London to Paris top tips
Check out these London to Paris top tips from our team of experts who have a wealth of knowledge between them on this iconic bike ride.

London to Paris top tips

1 Train long
By this I mean include at least some rides in your training of comparable length to your longest day. Don’t think that cycling a 10 miles round trip on your daily commute prepares you for a 60-mile day. Build up your stamina in advance and you’ll have a much better time.
(Donald Hirsch - 'The Route Designer')

My best tip would be to make sure you have trained, trained and trained some more, and that you have also practiced cycling in hilly terrain. Fitness-wise people should aim to be cycling at a minimum of 12mph for more than eight hours.
(Craig Wilson, UK & European Event Manager for Global Adventure Challenges)

2 Test all your equipment
The ride itself is not the place to go and test lots of new stuff – the training beforehand is where you should be doing that so that you’re comfortable and familiar with everything before you set off and understand how it all works.

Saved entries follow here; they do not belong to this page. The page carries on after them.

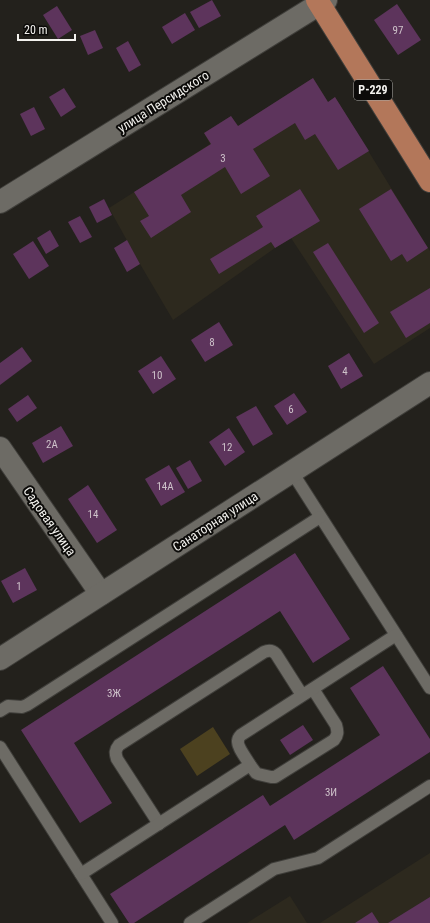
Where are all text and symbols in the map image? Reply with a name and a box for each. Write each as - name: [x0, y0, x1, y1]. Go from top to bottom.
- scale bar: [18, 16, 75, 42]
- text: 20 m: [24, 23, 48, 37]
- house number: 97: [393, 24, 403, 37]
- street label: улица Персидского: [115, 67, 212, 135]
- road number: Р-229: [354, 80, 392, 100]
- house number: 3: [220, 152, 226, 165]
- house number: 8: [209, 336, 215, 349]
- house number: 4: [342, 365, 348, 378]
- house number: 10: [152, 369, 162, 382]
- house number: 6: [288, 403, 294, 416]
- house number: 2А: [46, 438, 59, 451]
- house number: 12: [222, 441, 232, 454]
- house number: 14А: [156, 480, 174, 493]
- street label: Садовая улица: [20, 484, 79, 559]
- street label: Санаторная улица: [170, 488, 260, 554]
- house number: 14: [88, 508, 99, 521]
- house number: 1: [16, 580, 22, 593]
- house number: 3Ж: [107, 687, 121, 700]
- house number: 3И: [325, 786, 337, 799]

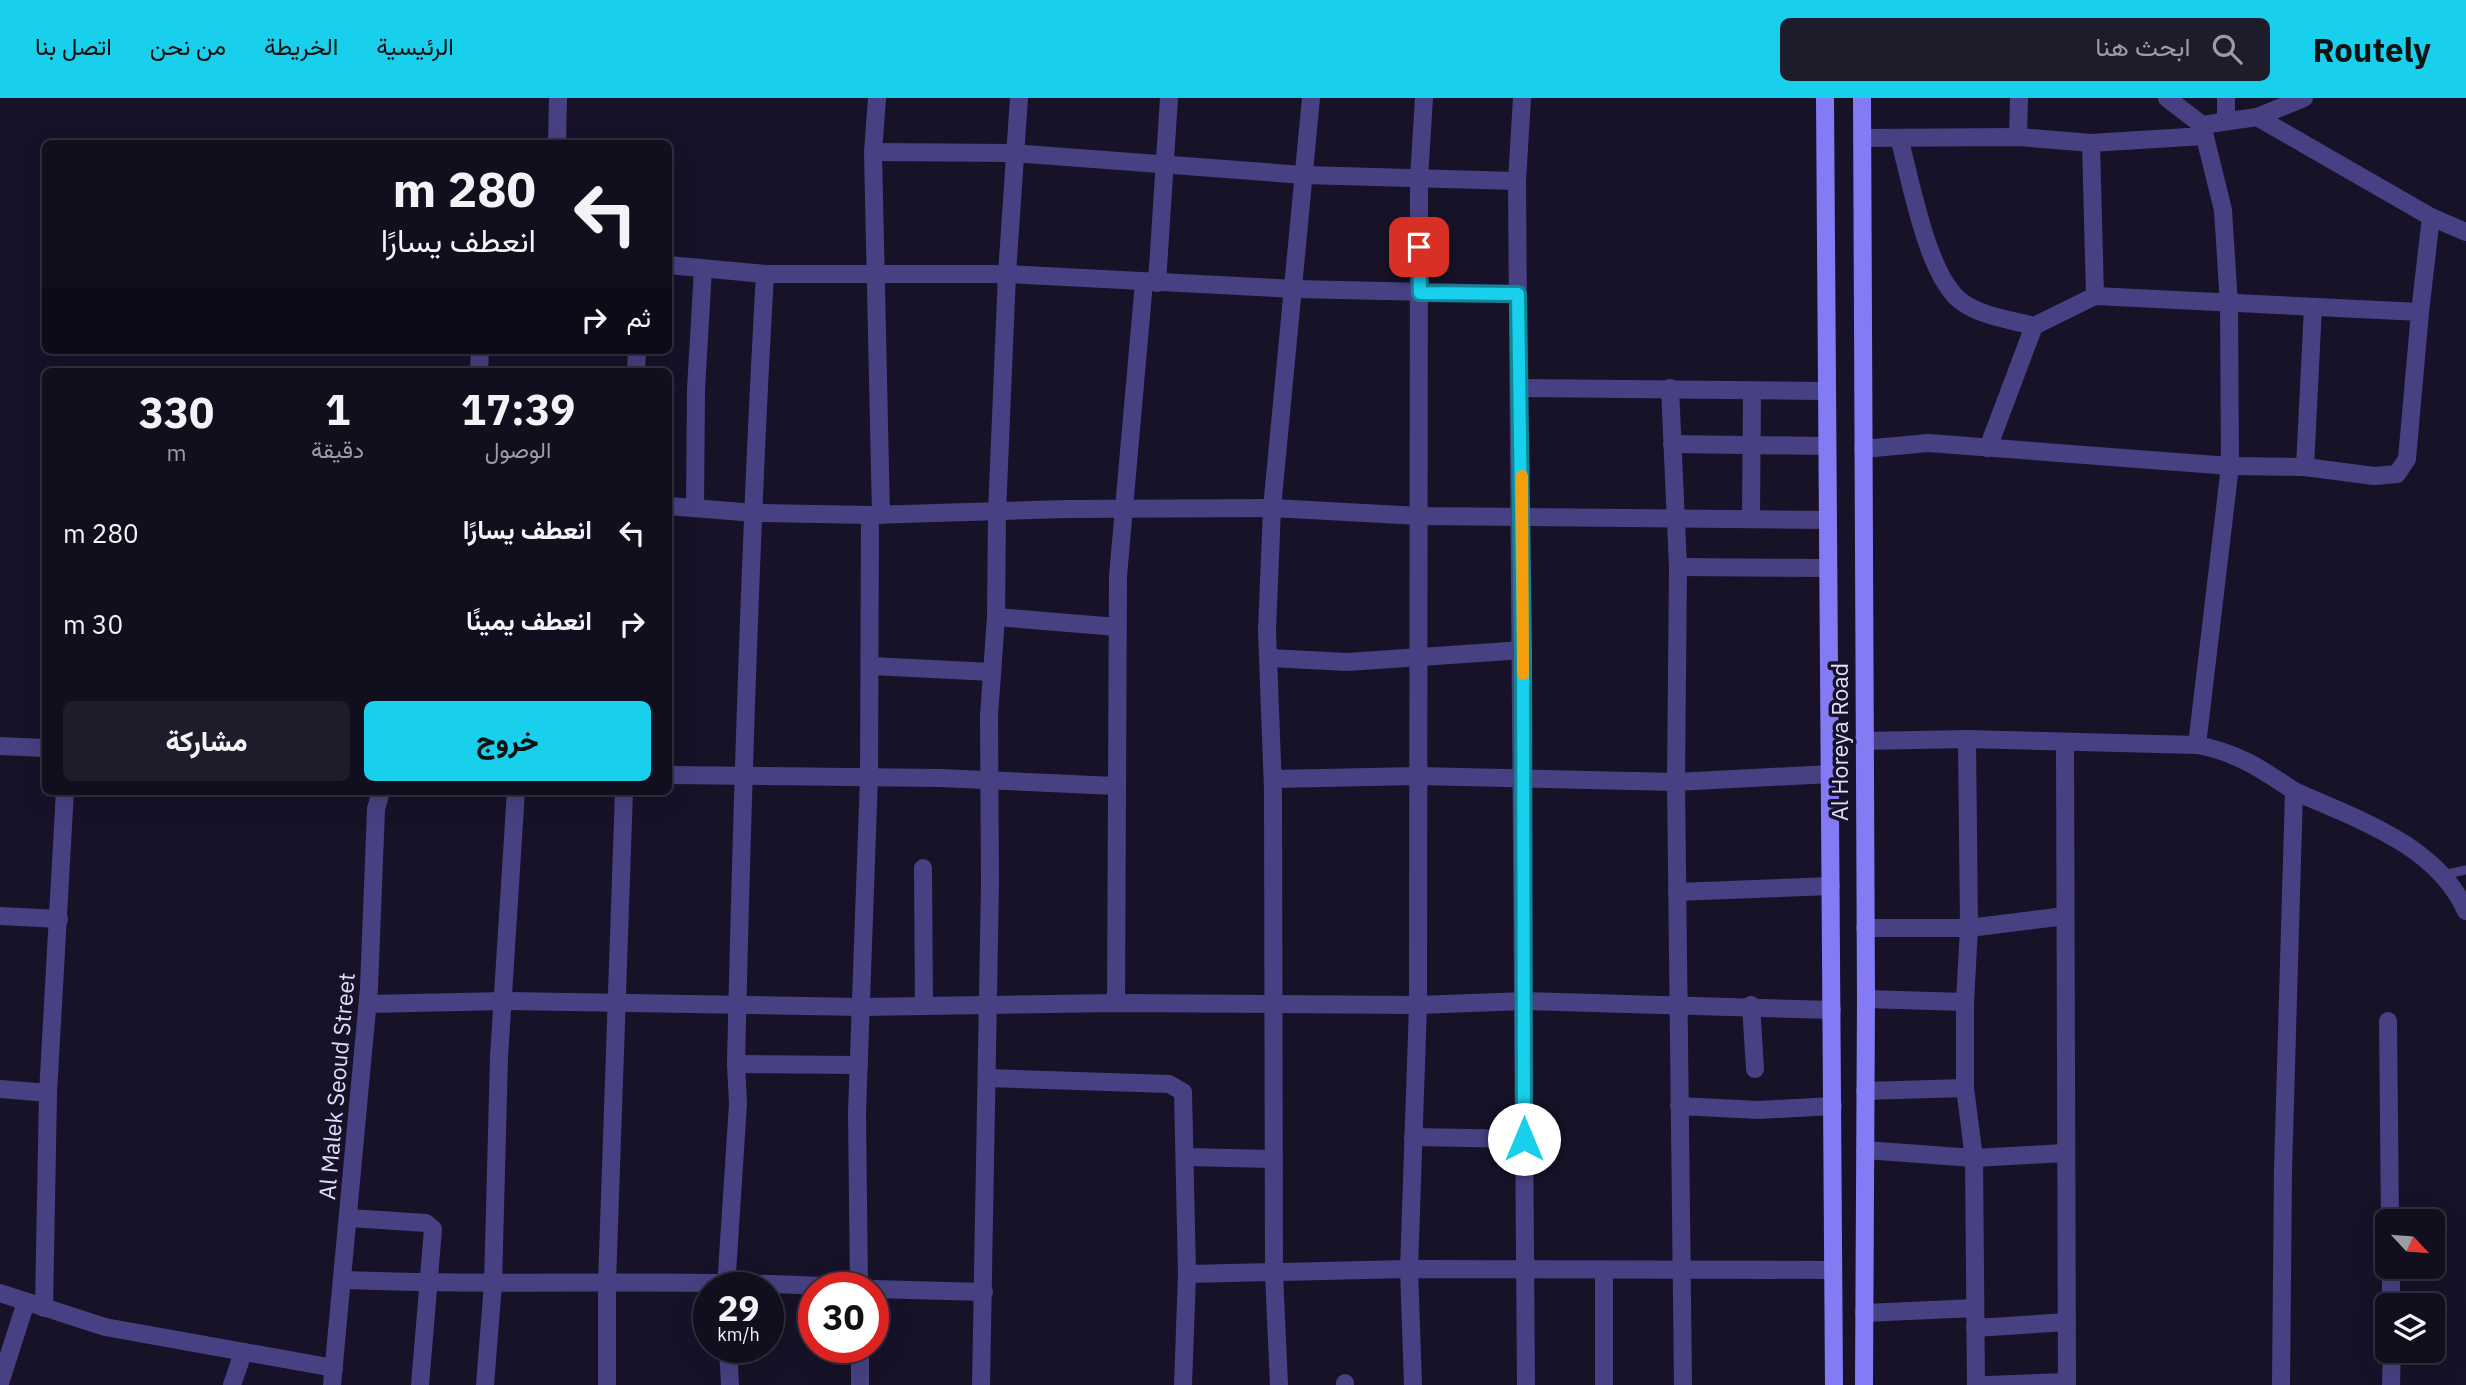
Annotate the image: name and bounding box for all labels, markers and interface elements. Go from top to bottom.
search box [1780,18,2270,81]
text: Routely [2312,28,2431,71]
text: ابحث هنا [2095,29,2190,63]
text: اتصل بنا [35,30,112,62]
text: من نحن [150,30,226,62]
text: الخريطة [264,30,338,62]
text: الرئيسية [376,30,454,62]
icon: search [2208,30,2246,68]
text: 280 m [392,157,536,220]
icon: left [560,168,651,259]
pin [1389,217,1449,277]
text: انعطف يسارًا [381,219,536,261]
icon: arrive [1400,228,1438,266]
text: ثم [627,300,651,334]
icon: right [575,301,613,339]
text: 1 [325,382,350,437]
text: 17:39 [461,382,575,437]
text: 330 [139,385,214,440]
text: دقيقة [311,434,364,464]
text: الوصول [485,434,551,464]
text: m [166,437,187,467]
text: انعطف يسارًا [463,512,592,546]
icon: left [613,514,651,552]
text: 280 m [63,516,139,550]
text: انعطف يمينًا [466,603,592,637]
icon: right [613,605,651,643]
text: 30 m [63,607,123,641]
street label: Al Horeya Road [1824,663,1854,821]
button: مشاركة [63,701,350,781]
button: خروج [364,701,651,781]
street label: Al Malek Seoud Street [311,971,361,1201]
position arrow [1487,1102,1561,1176]
north arrow [2375,1209,2445,1279]
map controls [2375,1209,2445,1363]
speed limit sign: 30 [798,1272,889,1363]
text: 29 [717,1285,760,1331]
button: layers [2375,1293,2445,1363]
text: km/h [717,1323,760,1346]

For example, I’m currently test out new ways of charging up my electronics – I’m reconfiguring the way the dynamo system works on the bike so that it will charge all the devices up for me. But I don’t want to be testing that on the ride itself and working out what its limitations are, I’m going to be testing it well in advance – and in different conditions. So that when I get there, I can focus on the other stuff.
(Dominic Irvine - 'The Record Breaker')

3 Travel light
If you're carrying your own luggage, then taking too many creature comforts will make you much less comfortable as you struggle up hills. Use tomorrow’s clean clothes for tonight’s evening wear. Your hosts would rather see you turn up to dinner in a T shirt than have you arrive a quivering wreck.
(Donald Hirsch - 'The Route Designer')

4 Come with an open mind
Wear whatever makes you feel comfortable, expect the unexpected, and come with an open mind so that you are ready to engage and talk with others, as that’s what sets this experience out from anything else. The ride is amazing but I believe the experience tops that and people make an experience.
(Martin Mears - BHF's Head of Regional Events)

5 Meet the locals
Try to make at least one stop at a French-run B&B, with an evening meal. It’ll make you feel you’ve visited France, not just passed through it.
(Donald Hirsch - 'The Route Designer')

6 Fuel for the ride
Spend time getting to grips with nutrition and, as with the equipment, don’t suddenly try something new. So if you’ve been training in the UK and tend to have a banana or bar when you stop it might not be a good idea to get to France and stop at a French patisserie for something which looks lovely but will have a much higher fat content than you’re used to eating. Clearly it depends what sort of rides you are doing but on the ultra rides I think that where most people get it wrong around nutrition is the whole electrolyte thing. If you don’t have enough electrolytes in, you don’t absorb food well enough, and because you don’t absorb food well enough, you end up feeling sick – and because you’re feeling sick, you end up struggling to go properly and potentially you end up abandoning. So learn as much as you can about it beforehand.
(Dominic Irvine - 'The Record Breaker')

7 Allow time
Give yourself a bit of leeway for things to take longer than you thought (and for punctures). The larger your group, the more leeway you’ll need. Yes, I know you want to set a personal best of miles cycled in a day, but don’t cut things too fine. Two particular things you’ll find problematic are a premature departure from those yummy breakfasts (few people resolving to leave at 7am get away before 9) and a hurried entry into Paris. Finding your way through the final forests takes a bit longer than on the open road. A mad dash through Paris traffic from the Eiffel Tower to the Gare du Nord to catch your Eurostar is NOT the ideal way to end your holiday…
(Donald Hirsch - 'The Route Designer')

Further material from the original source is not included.